C’est une histoire de temps, aussi. L’impression d’arriver trop tard, après on ne sait quelle bataille dont l’origine se trouverait soit en novembre 1989, soit bien avant (cela varie selon le parcours et les aspirations de chacun). Comme si la pathologie susnommée était une variante individuelle de ce concept fumeux appelé « fin de l’Histoire », né précisément à Berlin à la chute du mur dans la tête de philosophes illuminés détournant le concept hégélien. L’antidote serait Derrida, mais ça prend du temps…

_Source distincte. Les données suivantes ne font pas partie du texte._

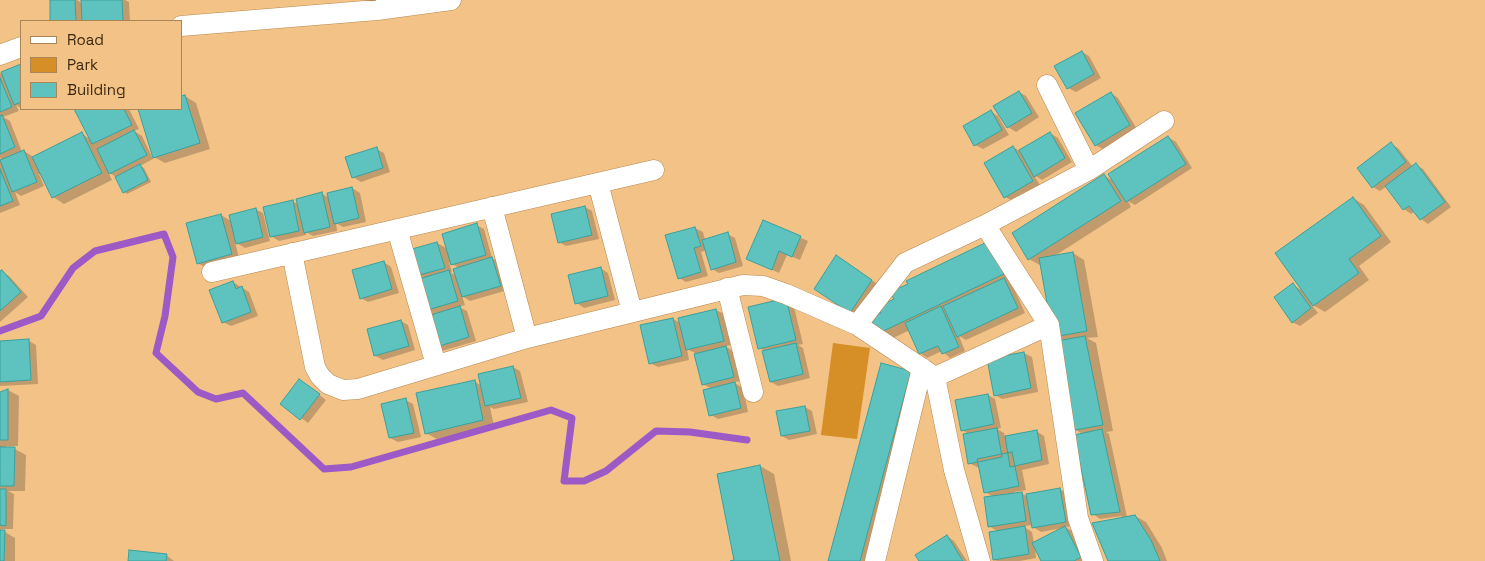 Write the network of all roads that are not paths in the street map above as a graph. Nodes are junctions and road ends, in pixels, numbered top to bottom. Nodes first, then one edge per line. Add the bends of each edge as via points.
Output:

Berlin nourrit, pour qui incline à cela, une mélancolie de mauvaise qualité, une impression d’avoir raté quelque chose et en même temps une envie persistante de s’accrocher aux ruines nées de la reconstruction. « Bon Dieu, c’était mieux avant » : à Berlin plus qu’ailleurs, ce lieu commun pénètre la chair. on en tire au pire une vraie tristesse, au mieux une posture de cynisme désabusé qui semble malgré tout avoir l’avantage, en se parant des atours de la lucidité, d’être très « tendance ».

L’amour doit-il être aveugle pour résister, pour durer ? On dit après tout (il faudrait un son de cloche pour ponctuer l’énoncé de chaque lieu commun de ce texte) qu’on n’aime vraiment qu’avec le coeur. Mais tant qu’à me fier à une partie aveugle de mon anatomie, je choisis les pieds. Ou plus précisément la marche.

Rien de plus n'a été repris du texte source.